YOUR ASSIGNMENT
Where an entry below contains an image, skip the image and copy the rest exactly.

ENTRIES SUPPLIED
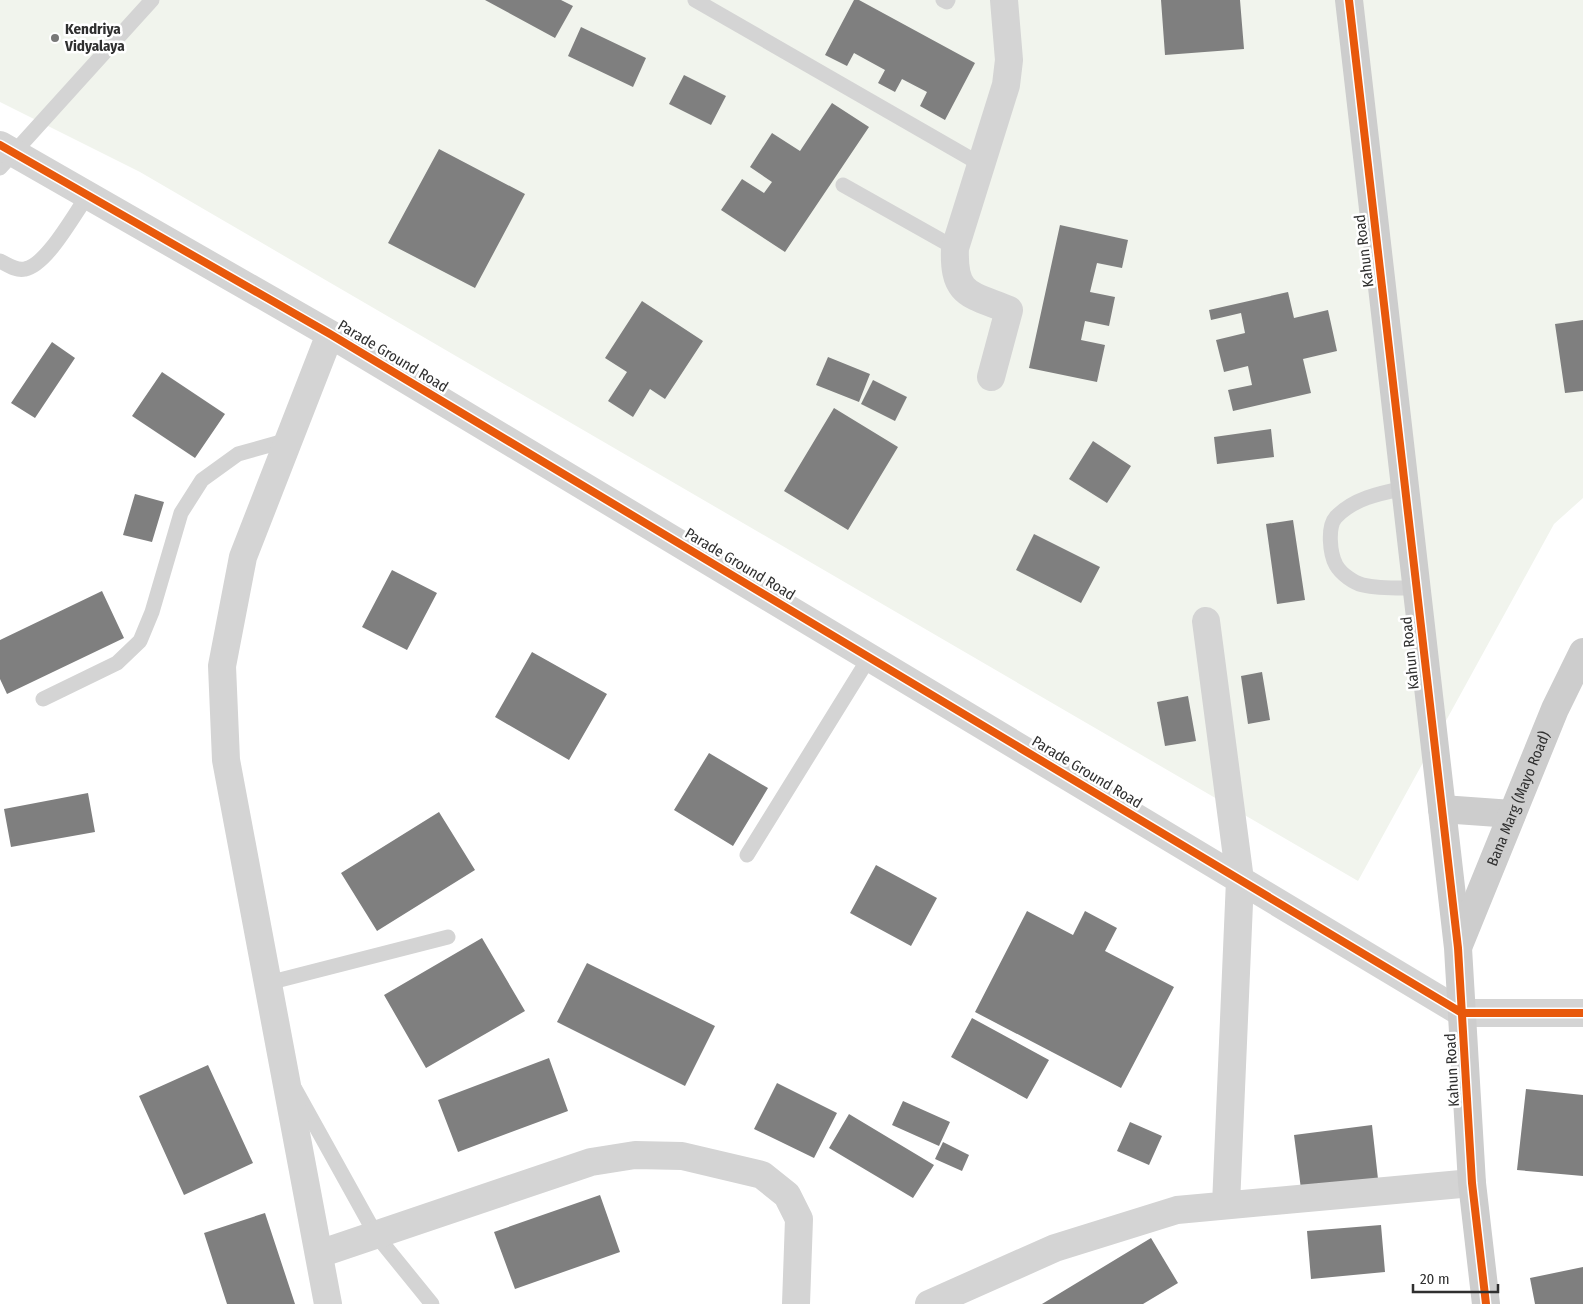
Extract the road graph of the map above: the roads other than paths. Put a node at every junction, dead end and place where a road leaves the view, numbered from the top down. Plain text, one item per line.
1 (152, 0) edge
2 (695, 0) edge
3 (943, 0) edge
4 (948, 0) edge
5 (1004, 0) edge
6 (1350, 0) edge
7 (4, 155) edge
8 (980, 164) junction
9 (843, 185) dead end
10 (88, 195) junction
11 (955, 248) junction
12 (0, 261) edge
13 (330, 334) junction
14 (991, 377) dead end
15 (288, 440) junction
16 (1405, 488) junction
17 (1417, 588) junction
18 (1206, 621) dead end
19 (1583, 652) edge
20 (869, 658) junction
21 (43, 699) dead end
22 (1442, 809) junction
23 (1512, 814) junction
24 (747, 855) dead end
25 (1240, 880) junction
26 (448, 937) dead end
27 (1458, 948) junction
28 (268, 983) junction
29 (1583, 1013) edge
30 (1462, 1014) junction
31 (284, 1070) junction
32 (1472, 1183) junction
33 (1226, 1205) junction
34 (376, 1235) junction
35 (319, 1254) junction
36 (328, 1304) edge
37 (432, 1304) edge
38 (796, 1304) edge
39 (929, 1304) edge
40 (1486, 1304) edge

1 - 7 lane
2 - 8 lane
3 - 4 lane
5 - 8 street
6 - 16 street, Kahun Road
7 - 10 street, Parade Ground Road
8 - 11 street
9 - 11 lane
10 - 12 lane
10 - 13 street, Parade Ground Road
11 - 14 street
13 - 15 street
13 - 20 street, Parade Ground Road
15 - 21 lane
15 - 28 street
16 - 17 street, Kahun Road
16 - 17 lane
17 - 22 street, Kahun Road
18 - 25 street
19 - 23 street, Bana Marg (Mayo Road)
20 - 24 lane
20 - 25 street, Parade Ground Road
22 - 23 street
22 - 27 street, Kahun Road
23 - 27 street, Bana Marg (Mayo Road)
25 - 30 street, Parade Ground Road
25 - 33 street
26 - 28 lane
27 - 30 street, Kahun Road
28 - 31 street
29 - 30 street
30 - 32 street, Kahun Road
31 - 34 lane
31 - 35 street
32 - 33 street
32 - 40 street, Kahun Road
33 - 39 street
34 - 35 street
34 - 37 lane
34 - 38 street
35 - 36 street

RESULT OF THIS TASK
Extract the road graph of the map above: the roads other than paths. Put a node at every junction, dead end and place where a road leaves the view, numbered from the top down. Plain text, one item per line.
1 (152, 0) edge
2 (695, 0) edge
3 (943, 0) edge
4 (948, 0) edge
5 (1004, 0) edge
6 (1350, 0) edge
7 (4, 155) edge
8 (980, 164) junction
9 (843, 185) dead end
10 (88, 195) junction
11 (955, 248) junction
12 (0, 261) edge
13 (330, 334) junction
14 (991, 377) dead end
15 (288, 440) junction
16 (1405, 488) junction
17 (1417, 588) junction
18 (1206, 621) dead end
19 (1583, 652) edge
20 (869, 658) junction
21 (43, 699) dead end
22 (1442, 809) junction
23 (1512, 814) junction
24 (747, 855) dead end
25 (1240, 880) junction
26 (448, 937) dead end
27 (1458, 948) junction
28 (268, 983) junction
29 (1583, 1013) edge
30 (1462, 1014) junction
31 (284, 1070) junction
32 (1472, 1183) junction
33 (1226, 1205) junction
34 (376, 1235) junction
35 (319, 1254) junction
36 (328, 1304) edge
37 (432, 1304) edge
38 (796, 1304) edge
39 (929, 1304) edge
40 (1486, 1304) edge

1 - 7 lane
2 - 8 lane
3 - 4 lane
5 - 8 street
6 - 16 street, Kahun Road
7 - 10 street, Parade Ground Road
8 - 11 street
9 - 11 lane
10 - 12 lane
10 - 13 street, Parade Ground Road
11 - 14 street
13 - 15 street
13 - 20 street, Parade Ground Road
15 - 21 lane
15 - 28 street
16 - 17 street, Kahun Road
16 - 17 lane
17 - 22 street, Kahun Road
18 - 25 street
19 - 23 street, Bana Marg (Mayo Road)
20 - 24 lane
20 - 25 street, Parade Ground Road
22 - 23 street
22 - 27 street, Kahun Road
23 - 27 street, Bana Marg (Mayo Road)
25 - 30 street, Parade Ground Road
25 - 33 street
26 - 28 lane
27 - 30 street, Kahun Road
28 - 31 street
29 - 30 street
30 - 32 street, Kahun Road
31 - 34 lane
31 - 35 street
32 - 33 street
32 - 40 street, Kahun Road
33 - 39 street
34 - 35 street
34 - 37 lane
34 - 38 street
35 - 36 street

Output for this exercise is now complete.